The virtual hospitalist program was designed to expand our human capital by leveraging the capacity of physicians who could only be deployed remotely due to limitations to in-person work. Furthermore, the virtual hospitalists added flexibility to our system, filling new roles and offloading extra responsibilities that arose. While it may seem redundant to have two hospitalists staffing one team, efficiency was recaptured in three ways: (1) expanded team censuses, (2) hospitalists supporting redeployed physicians who expanded our workforce, and (3) the creation of team staffed only by a virtual attending working with on-site APPs. Some on-site clinicians noted that a virtual partner helped offload not only clinical burden but also burnout and loneliness associated with the grueling work during the pandemic.

We collected data to guide continuous improvement of our program, and not for research.
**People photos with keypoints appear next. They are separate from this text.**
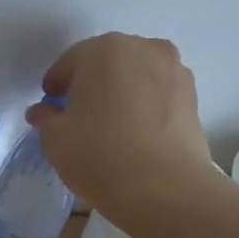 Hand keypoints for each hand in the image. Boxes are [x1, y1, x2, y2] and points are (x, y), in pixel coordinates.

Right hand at [25, 33, 223, 222]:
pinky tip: (134, 132)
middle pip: (106, 62)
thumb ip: (45, 118)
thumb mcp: (54, 138)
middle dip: (91, 83)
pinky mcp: (194, 97)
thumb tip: (44, 112)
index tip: (50, 106)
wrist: (164, 188)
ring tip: (110, 124)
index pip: (70, 62)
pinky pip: (158, 94)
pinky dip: (144, 105)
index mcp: (103, 49)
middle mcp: (143, 49)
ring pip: (136, 76)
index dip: (56, 85)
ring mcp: (174, 71)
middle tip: (78, 114)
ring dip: (121, 91)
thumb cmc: (98, 154) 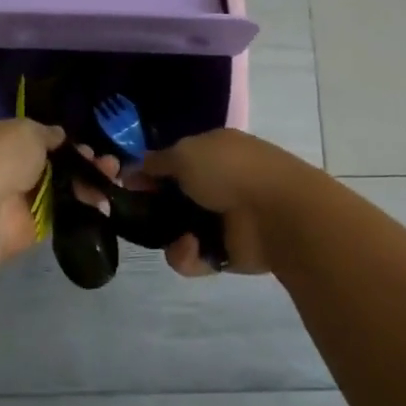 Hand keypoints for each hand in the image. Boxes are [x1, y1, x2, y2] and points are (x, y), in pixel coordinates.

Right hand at [138, 129, 304, 276]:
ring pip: (182, 230)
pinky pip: (196, 256)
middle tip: (138, 217)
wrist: (278, 213)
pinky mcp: (229, 252)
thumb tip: (132, 168)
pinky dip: (189, 255)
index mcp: (213, 149)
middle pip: (175, 197)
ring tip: (178, 237)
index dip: (150, 171)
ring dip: (172, 236)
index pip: (175, 159)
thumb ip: (156, 162)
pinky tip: (193, 248)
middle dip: (155, 208)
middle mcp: (219, 181)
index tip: (127, 183)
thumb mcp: (184, 154)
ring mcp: (225, 217)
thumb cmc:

The majority of the virtual hospitalist shifts were filled by physicians with limitations to on-site work. Had virtual work not been available, some of these physicians may have taken leave. Therefore, it is difficult to quantify the financial costs of this program. Future research is needed to measure whether quality of care, patient experience, or clinical outcomes would have been different without the virtual hospitalists’ support.

Learning from our experience during the early COVID-19 surge, we are exploring the role of hospitalists working remotely in faculty development, peer support, care for complex outpatients at home or nursing facilities, and as a mechanism for disaster relief to support other hospitals within and beyond our system. We are in the process of launching an interinstitutional network to ensure that access to resources, including guides for innovative care models to manage similar crises, is readily accessible to hospitals and frontline providers worldwide. With more time for advance planning and study design, we plan to assess future iterations of virtual hospitalist programs with a rigorous analysis of costs and measurement of outcomes to assess value to the system.